Still, because it had two nudist characters in it, I also advertised it on https://www.clothesfreelife.com/, and so it got interest from the group of naturist writers who frequent that site. A gentleman by the name of Ted Bun got a copy and reviewed it with a five-star review even though it isn’t really a book about nudism. (Yes, I know some kinds of fairies prefer not to wear clothes, but they don’t count as nudists because they are not human.)
This past November I was able to promote another of my favorite books, Sing Sad Songs, with another Amazon free promotion.
It generated the same tepid response, even though it was free, but it got another five-star review. It was Ted again, but I have come to value his opinions looking at others of his reviews online and on https://www.goodreads.com/ . So, I have had a total of five five-star reviews on books I have written, all but one by fellow authors. Three of them came about by doing these book promotions. I only have five-star reviews on any of my books that have been reviewed. So, that’s good, right?
What does it mean? Well, nudists really seem to like my books. And nobody who read any of my books and hated it, hated it enough to write a review. And other writers of other novels seem to recognize something they really like about my work.
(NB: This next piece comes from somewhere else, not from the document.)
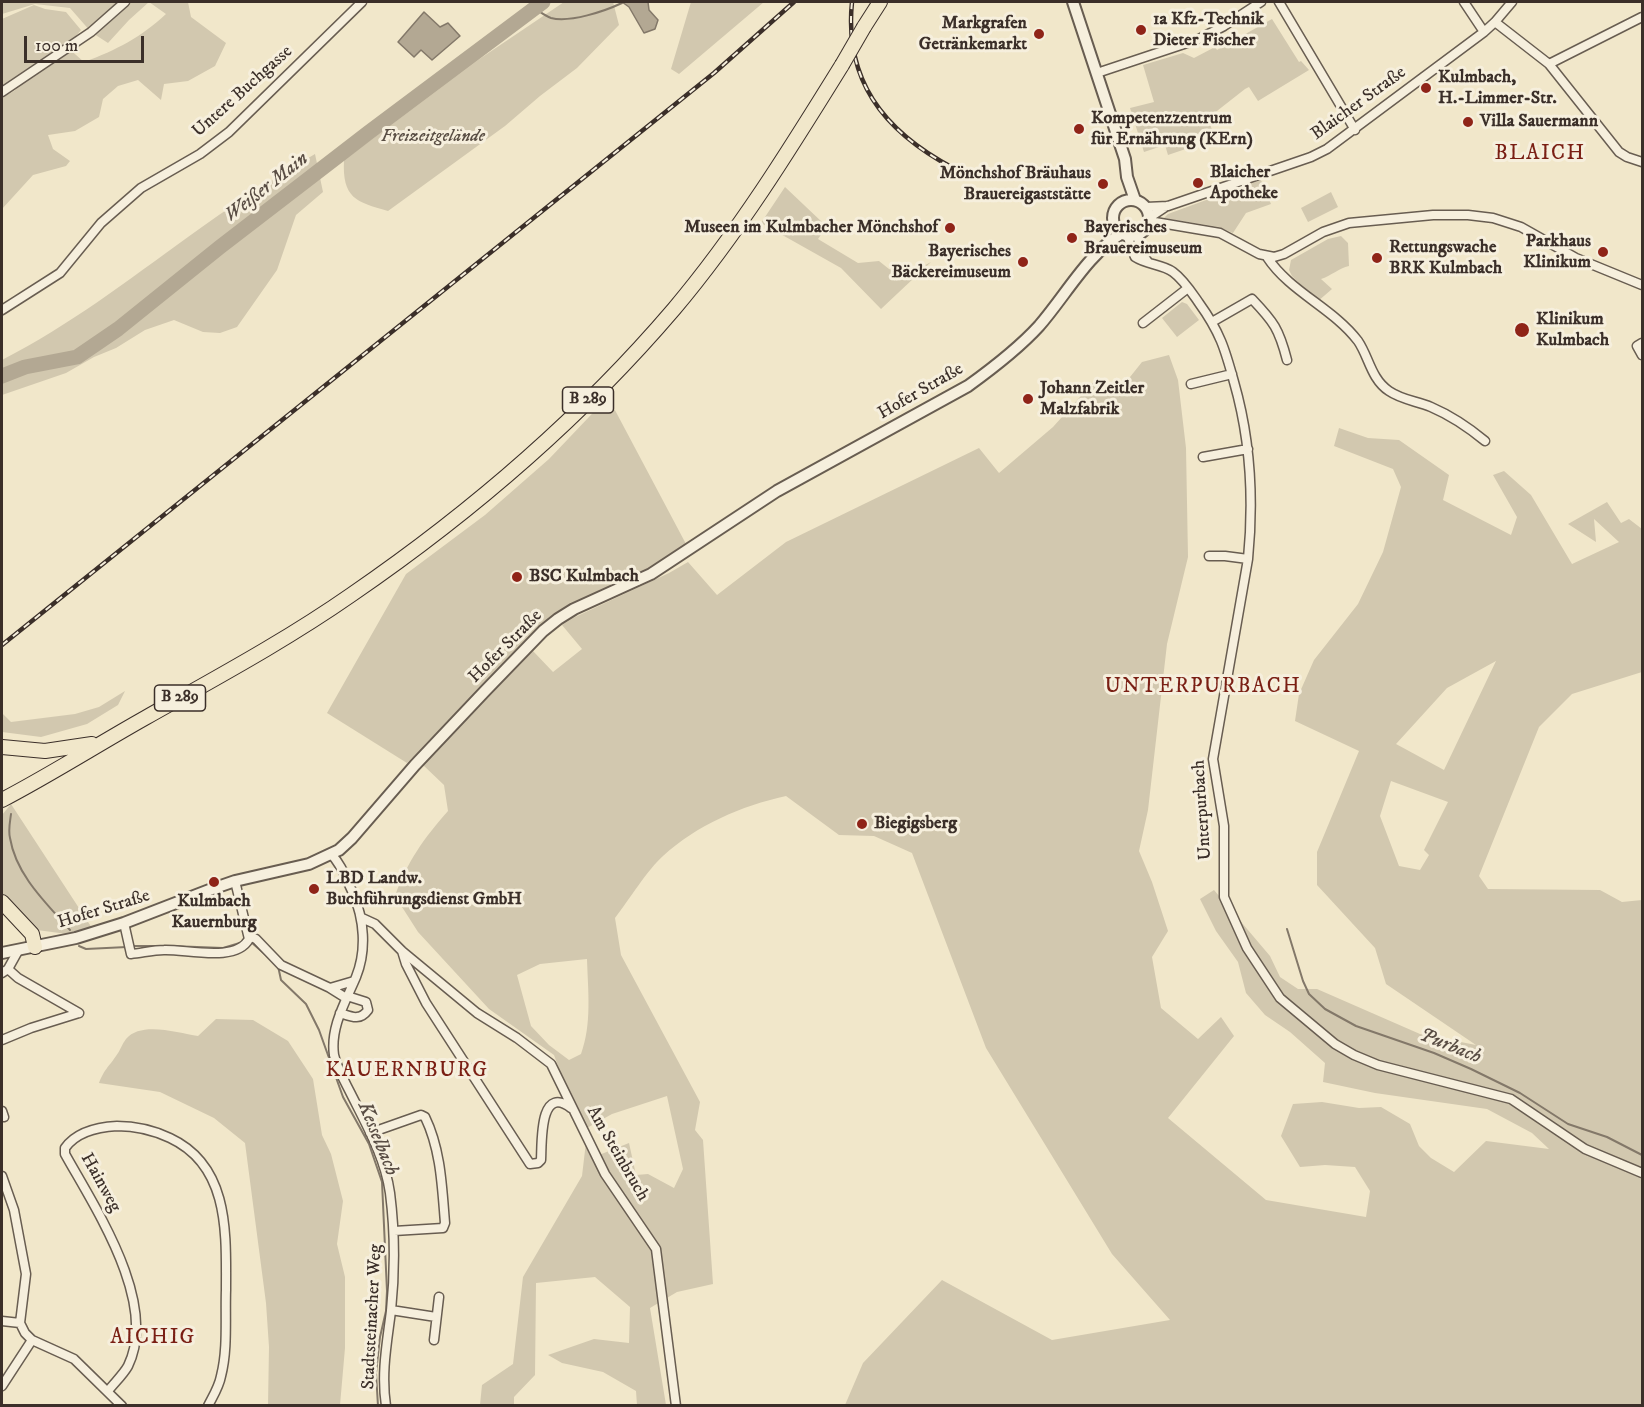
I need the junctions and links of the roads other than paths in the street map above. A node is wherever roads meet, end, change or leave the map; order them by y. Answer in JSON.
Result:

So, unless Amazon changes their minds about letting me use Snow Babies as a Christmas promotion, I will try again this coming week. Maybe I can get nudists to like that book too, even though there is no nudism in it… only a very cold and deadly blizzard.
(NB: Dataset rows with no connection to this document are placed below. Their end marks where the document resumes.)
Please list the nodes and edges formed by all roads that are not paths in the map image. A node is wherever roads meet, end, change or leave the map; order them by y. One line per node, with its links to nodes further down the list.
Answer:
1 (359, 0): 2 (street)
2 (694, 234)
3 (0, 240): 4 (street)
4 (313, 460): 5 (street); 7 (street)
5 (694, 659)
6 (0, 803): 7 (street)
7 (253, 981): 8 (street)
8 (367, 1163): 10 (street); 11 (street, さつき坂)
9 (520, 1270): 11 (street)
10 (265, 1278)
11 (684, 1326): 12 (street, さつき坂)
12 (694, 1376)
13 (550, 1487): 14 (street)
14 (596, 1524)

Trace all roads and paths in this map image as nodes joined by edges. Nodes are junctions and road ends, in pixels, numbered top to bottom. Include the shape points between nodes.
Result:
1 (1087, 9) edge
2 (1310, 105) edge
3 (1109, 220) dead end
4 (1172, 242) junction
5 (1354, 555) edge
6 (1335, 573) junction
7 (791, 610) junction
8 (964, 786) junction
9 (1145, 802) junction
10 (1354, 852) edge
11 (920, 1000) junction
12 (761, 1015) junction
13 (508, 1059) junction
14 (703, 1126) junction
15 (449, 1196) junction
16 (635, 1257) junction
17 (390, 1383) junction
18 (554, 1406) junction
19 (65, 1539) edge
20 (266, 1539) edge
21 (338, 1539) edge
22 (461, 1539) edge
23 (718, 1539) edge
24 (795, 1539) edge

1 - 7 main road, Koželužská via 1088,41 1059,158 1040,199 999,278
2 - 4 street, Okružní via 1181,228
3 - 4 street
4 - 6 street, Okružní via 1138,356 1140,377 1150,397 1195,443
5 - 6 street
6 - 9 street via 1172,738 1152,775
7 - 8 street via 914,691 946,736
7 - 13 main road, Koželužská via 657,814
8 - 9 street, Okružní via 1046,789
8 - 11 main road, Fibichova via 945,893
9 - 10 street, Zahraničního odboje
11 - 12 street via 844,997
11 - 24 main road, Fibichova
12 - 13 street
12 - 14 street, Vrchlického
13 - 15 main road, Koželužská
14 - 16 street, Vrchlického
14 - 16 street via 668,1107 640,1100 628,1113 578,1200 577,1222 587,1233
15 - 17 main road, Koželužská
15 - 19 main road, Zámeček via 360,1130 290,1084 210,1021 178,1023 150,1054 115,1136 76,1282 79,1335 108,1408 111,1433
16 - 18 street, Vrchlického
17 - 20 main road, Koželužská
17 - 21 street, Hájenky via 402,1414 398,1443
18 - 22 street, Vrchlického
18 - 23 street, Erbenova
It’s a good book. It is themed with an interesting idea about hopes and dreams, happiness and sorrow, and life and death. I believe people will like it if they try reading it. In fact, it could become popular if people would allow themselves to fall in love with it and promote it by word of mouth.
The problem is, of course, that even though I am a good writer and storyteller, I suck at marketing.
Seriously, I worked with editors on Catch a Falling Star who had experience with major publishing houses. They told me that my book was competent and better than a lot of very successful novels that were not written with the skill that mine was. The problem that I ran into was how expensive that method was and how little help they actually gave me with the marketing part that was theoretically supposed to make the money back. The professional editing was worth the money. The marketing investment was not.
Amazon and KDP is a free publishing service, but it is almost not worth the price either.
It comes with the stigma of being an Indie writer, so, by definition, a hack who is not very good at writing. There are literally millions of books self-published by people just like me that go a long way towards validating that assumption. So, skill at writing is something to be proven through the actual written product, which is really hard to do if nobody is willing to read your book.
Every review I have gotten on my books so far is a five-star review. Of course, that means little when there are so few reviews. All the reviewers could simply be over-enthusiastic author-likers. And the trolls and the harsh critics haven’t taken their stabs yet.
So, I am stuck trying to brainstorm promotional strategies that I am well enough and financially sound enough to carry out. And all of those my stormy brained has lightning-bolted out so far have been failures. I don’t know how to break through the ice sheet to be noticed. And not even global warming seems to be helping. Ah, well… que sera sera… what will be will be.